* [EXERCISE DETAILS]
Show each line of the data below in which "SPENCER" occurs.

* [RECORDS SHOWN]
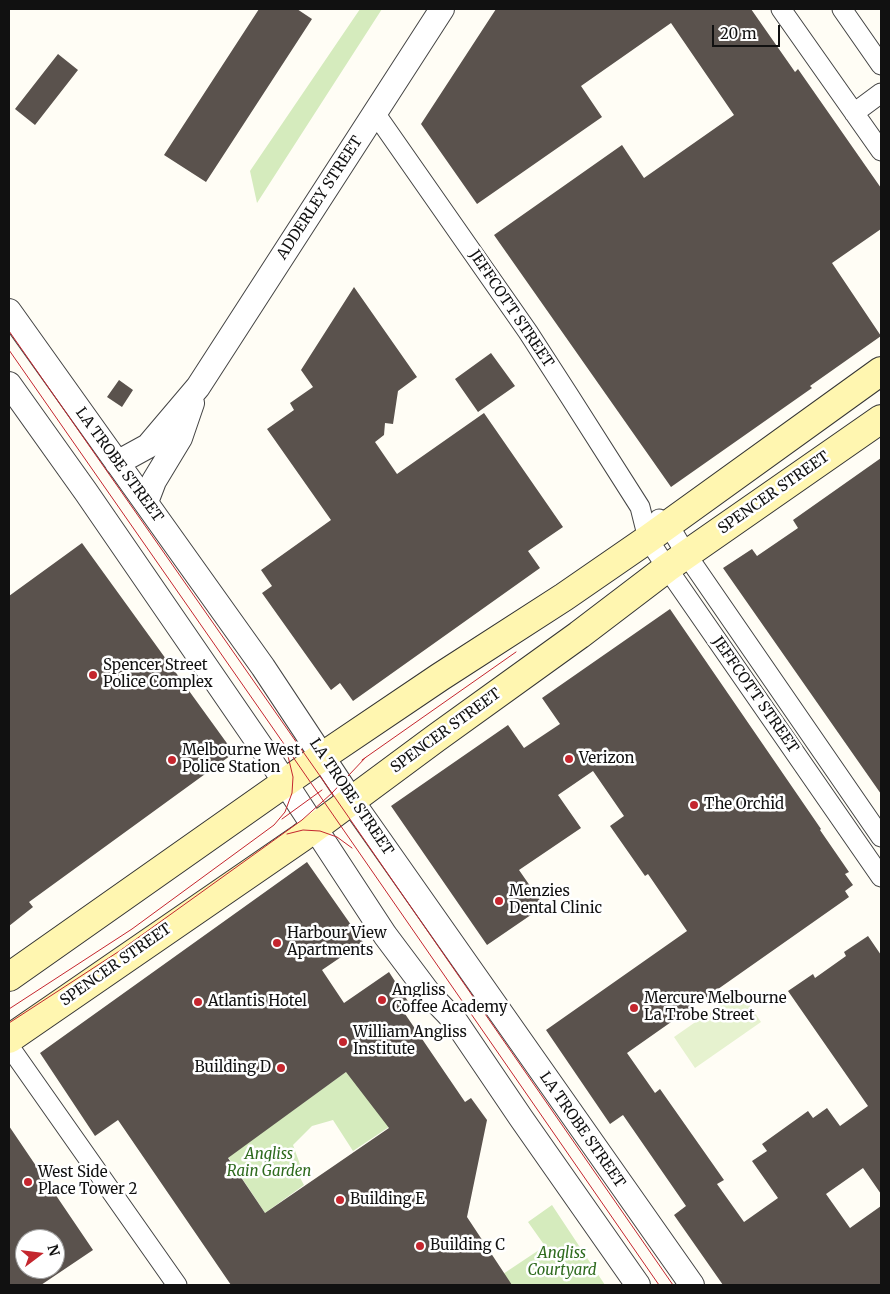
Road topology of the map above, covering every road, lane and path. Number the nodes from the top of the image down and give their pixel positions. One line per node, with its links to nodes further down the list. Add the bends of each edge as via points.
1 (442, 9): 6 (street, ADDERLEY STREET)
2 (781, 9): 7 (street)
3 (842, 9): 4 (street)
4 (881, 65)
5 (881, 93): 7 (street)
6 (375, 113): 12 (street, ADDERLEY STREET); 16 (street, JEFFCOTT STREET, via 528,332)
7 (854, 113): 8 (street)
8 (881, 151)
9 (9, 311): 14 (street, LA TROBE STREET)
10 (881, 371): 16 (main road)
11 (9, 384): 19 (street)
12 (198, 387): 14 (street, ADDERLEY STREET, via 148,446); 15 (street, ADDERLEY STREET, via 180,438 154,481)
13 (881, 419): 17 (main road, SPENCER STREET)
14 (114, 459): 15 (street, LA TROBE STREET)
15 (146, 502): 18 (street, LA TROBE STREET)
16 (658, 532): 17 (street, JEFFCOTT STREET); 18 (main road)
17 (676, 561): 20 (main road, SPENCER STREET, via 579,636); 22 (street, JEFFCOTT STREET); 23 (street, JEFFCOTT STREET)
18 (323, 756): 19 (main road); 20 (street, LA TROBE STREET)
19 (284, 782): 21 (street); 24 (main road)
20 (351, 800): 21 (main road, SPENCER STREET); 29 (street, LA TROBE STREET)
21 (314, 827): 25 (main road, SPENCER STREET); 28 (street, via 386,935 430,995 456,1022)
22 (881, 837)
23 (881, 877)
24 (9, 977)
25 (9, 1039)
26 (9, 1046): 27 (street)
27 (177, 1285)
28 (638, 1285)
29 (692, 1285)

* [ANSWER FOR THE TASK]
13 (881, 419): 17 (main road, SPENCER STREET)
17 (676, 561): 20 (main road, SPENCER STREET, via 579,636); 22 (street, JEFFCOTT STREET); 23 (street, JEFFCOTT STREET)
20 (351, 800): 21 (main road, SPENCER STREET); 29 (street, LA TROBE STREET)
21 (314, 827): 25 (main road, SPENCER STREET); 28 (street, via 386,935 430,995 456,1022)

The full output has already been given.